▶ Activity
Please state how many lines in the records that follow include "this", with no other output.

▶ Input records
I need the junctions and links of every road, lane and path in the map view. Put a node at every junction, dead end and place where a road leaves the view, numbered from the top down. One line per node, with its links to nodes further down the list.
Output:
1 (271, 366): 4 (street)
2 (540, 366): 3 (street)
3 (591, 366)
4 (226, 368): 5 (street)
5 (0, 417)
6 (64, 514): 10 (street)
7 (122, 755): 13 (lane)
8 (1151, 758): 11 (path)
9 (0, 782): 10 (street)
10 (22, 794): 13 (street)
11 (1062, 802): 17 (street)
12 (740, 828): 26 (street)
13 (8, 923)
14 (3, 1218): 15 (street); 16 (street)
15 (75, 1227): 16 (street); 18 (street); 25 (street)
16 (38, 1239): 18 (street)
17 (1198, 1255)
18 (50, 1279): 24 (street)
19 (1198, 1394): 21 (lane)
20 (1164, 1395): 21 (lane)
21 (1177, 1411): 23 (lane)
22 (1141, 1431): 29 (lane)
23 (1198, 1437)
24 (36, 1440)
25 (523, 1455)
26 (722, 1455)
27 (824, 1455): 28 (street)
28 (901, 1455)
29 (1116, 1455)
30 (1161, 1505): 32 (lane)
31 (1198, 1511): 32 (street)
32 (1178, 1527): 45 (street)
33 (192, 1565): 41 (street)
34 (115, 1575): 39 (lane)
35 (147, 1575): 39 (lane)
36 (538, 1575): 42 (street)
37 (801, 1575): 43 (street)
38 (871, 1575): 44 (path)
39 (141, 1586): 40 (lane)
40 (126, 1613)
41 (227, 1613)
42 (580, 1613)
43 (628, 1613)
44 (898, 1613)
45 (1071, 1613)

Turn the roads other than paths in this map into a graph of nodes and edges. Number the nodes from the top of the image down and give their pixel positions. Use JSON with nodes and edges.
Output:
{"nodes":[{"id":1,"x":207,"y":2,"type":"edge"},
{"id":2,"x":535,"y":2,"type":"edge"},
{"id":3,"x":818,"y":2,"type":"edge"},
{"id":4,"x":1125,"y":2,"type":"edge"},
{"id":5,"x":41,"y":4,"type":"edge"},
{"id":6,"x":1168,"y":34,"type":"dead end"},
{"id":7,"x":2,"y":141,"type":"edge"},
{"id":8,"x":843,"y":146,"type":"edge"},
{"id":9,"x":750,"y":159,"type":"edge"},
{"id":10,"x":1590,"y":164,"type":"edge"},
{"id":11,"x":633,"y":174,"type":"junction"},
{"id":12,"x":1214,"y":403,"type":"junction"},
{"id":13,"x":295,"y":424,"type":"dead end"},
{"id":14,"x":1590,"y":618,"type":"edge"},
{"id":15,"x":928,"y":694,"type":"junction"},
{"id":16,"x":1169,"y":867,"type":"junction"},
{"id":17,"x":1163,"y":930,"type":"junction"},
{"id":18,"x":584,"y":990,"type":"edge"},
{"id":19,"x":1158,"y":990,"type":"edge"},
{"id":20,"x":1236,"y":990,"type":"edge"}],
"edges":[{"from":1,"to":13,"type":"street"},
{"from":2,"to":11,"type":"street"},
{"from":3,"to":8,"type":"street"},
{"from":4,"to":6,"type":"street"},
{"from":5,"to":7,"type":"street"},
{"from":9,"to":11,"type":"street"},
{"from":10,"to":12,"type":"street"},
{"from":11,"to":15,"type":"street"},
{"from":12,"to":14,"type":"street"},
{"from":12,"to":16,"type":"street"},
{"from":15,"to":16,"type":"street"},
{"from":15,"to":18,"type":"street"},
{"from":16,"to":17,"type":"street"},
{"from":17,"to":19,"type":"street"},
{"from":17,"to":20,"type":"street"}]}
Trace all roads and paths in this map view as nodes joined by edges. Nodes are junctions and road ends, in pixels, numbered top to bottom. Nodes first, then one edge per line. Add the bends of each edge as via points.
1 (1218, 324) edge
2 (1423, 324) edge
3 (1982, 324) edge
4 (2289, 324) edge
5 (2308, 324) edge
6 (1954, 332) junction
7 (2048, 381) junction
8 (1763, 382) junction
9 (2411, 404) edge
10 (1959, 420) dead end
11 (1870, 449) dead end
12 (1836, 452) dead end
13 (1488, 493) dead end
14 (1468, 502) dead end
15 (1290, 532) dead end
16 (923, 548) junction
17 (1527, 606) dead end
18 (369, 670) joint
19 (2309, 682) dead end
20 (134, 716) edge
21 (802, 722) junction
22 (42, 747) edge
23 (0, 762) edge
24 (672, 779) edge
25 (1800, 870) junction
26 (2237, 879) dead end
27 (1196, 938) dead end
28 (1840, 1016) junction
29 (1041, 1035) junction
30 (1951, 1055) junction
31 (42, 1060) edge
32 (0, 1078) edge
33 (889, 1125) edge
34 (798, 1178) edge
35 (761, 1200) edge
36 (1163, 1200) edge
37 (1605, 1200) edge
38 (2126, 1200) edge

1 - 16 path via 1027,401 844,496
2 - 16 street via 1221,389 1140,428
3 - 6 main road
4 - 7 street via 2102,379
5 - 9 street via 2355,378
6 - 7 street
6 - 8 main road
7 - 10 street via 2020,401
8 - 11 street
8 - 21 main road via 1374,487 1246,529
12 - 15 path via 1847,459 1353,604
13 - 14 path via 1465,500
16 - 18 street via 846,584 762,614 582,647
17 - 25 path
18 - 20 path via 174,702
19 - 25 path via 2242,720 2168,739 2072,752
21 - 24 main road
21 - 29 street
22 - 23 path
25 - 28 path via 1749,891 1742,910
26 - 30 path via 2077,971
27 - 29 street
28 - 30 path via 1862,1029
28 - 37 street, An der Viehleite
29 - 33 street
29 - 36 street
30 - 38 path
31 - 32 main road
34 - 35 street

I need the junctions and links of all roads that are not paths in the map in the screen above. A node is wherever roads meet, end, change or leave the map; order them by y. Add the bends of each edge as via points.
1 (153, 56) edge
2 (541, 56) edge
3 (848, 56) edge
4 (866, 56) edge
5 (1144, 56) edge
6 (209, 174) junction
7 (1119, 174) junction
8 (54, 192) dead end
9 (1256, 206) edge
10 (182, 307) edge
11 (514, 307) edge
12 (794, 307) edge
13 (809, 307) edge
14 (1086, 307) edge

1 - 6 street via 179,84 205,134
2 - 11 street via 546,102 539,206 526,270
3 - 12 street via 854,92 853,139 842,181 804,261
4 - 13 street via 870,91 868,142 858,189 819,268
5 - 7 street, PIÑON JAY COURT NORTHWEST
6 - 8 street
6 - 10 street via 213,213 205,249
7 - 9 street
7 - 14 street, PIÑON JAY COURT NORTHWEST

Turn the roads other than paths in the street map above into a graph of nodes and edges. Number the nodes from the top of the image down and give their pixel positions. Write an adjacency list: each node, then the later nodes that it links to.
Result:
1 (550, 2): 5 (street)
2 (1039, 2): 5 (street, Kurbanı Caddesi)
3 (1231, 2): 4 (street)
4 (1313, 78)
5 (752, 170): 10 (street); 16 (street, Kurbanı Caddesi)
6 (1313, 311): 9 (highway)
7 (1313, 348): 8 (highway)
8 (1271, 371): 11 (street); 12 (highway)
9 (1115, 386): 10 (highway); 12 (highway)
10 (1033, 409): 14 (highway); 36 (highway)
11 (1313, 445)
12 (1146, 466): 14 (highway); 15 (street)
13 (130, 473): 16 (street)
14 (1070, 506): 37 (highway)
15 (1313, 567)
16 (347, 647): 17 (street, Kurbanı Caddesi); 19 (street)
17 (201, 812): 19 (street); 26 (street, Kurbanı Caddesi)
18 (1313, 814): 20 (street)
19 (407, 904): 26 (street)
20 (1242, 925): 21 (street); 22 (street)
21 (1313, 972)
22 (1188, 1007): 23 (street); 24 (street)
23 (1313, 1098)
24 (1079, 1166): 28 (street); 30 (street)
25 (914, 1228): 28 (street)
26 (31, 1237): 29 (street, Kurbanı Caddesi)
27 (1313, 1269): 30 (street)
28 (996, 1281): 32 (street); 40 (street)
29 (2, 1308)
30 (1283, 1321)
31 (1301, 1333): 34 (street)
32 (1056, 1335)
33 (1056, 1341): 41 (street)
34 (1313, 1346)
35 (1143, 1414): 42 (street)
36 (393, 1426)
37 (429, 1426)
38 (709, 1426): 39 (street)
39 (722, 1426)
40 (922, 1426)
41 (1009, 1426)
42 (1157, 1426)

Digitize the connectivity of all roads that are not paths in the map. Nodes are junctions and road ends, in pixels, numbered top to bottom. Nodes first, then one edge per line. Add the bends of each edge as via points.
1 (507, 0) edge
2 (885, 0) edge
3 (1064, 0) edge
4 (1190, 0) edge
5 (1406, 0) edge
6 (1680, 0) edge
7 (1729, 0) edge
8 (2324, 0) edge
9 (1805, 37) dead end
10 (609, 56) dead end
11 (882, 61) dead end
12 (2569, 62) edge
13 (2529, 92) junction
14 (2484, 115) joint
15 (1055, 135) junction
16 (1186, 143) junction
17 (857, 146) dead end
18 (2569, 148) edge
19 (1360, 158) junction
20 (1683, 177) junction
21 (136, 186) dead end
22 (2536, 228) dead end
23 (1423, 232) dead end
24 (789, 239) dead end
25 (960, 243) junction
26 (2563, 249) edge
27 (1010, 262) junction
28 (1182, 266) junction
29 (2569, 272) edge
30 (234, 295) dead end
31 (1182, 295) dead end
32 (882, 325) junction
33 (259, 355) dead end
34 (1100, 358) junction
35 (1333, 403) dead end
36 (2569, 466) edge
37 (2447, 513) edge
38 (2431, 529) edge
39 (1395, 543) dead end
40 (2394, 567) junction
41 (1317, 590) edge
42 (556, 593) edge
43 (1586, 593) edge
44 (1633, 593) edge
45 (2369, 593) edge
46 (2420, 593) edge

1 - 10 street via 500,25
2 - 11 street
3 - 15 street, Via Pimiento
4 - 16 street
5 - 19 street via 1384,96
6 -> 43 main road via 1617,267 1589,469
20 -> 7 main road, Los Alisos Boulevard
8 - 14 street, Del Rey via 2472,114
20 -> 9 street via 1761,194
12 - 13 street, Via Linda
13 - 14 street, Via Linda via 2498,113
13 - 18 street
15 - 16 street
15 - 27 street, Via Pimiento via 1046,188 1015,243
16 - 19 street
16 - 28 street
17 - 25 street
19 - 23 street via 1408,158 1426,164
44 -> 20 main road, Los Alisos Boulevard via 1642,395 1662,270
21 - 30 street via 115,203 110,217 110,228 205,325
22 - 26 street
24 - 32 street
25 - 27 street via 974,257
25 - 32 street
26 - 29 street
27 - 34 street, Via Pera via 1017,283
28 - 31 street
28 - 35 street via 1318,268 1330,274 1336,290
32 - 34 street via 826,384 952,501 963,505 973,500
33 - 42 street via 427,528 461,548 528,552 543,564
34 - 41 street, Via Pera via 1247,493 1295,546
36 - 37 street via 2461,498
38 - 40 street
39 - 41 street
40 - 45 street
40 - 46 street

▶ The answer
2